宮家邦彦のWorld Watch「AI時代のシンクタンク」(産経新聞)

 また決議についても、一般に平時においては少数人による意思決定ではなく、多くの意見を集合した方法で物事を決めた方がバランスに優れ、より好ましい状況を作ります。
 今後はもっぱら人の集合知とAI、それぞれの意見を共に重用するようになっていくでしょう。例えば既に投資の世界では、専門家によるレビューとデータによるレビューが、ほぼ同格の指標として判断材料になりつつあります。データによる客観指標の生成に、AIが担う部分がより増大していくイメージです。

投資情報サイト「SeekingAlpha」のQuant Rating画面。アナリスト評価と同列の評価指標として運用されている。

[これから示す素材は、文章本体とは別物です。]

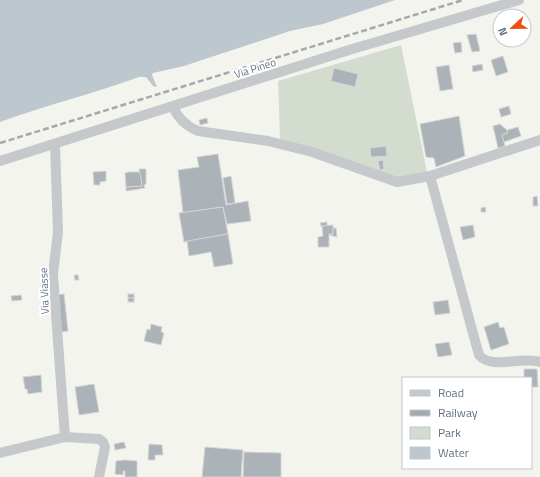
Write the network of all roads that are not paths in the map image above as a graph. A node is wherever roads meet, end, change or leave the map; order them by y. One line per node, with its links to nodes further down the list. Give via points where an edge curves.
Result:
1 (519, 0): 2 (street, Via Pineo, via 349,50)
2 (172, 107): 4 (street, Via Pineo); 6 (street, via 189,128 198,131 312,152 397,182)
3 (540, 140): 6 (street)
4 (55, 145): 5 (street, Via Pineo); 8 (street, Via Viasse, via 58,232 53,274)
5 (0, 161)
6 (430, 176): 7 (street, via 479,355 490,362 532,359)
7 (540, 362)
8 (65, 437): 9 (street); 10 (street, via 99,439 103,442 105,446)
9 (0, 453)
10 (99, 477)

Quant Ratings & Factor Grades FAQ

 そうした中で、人に残された知的活動の役割とは何か。

 よく言われることですが、AIの汎用化が進めば進むほど、人に残されるのは、「ヒトでなければできない、ヒトならではの部分」であります。
政治の場であれば、それはやはり為政者や政策決定者の、人としての意思決定の部分がその代表格と思われます。既存のデータだけでは最適解が出せない部分を、数値化してAIに渡せない、長年のカンやセンス、信念などによって「えいやっ」と決めなければならない部分です。

 その際には、AIは悪魔の代弁者の役割を担当しても良いでしょう。

 AIが手厳しい優秀な参謀にまでなれるかは分かりませんが、王様に唯一、無礼を言うことが許される宮廷道化師のような存在であっても十分価値がありそうです。為政者に逆らえる者が実質誰もいない状況において、政治や地政学がどうなってしまうか。それは昔も今も世の中を見渡せば明らかだからです。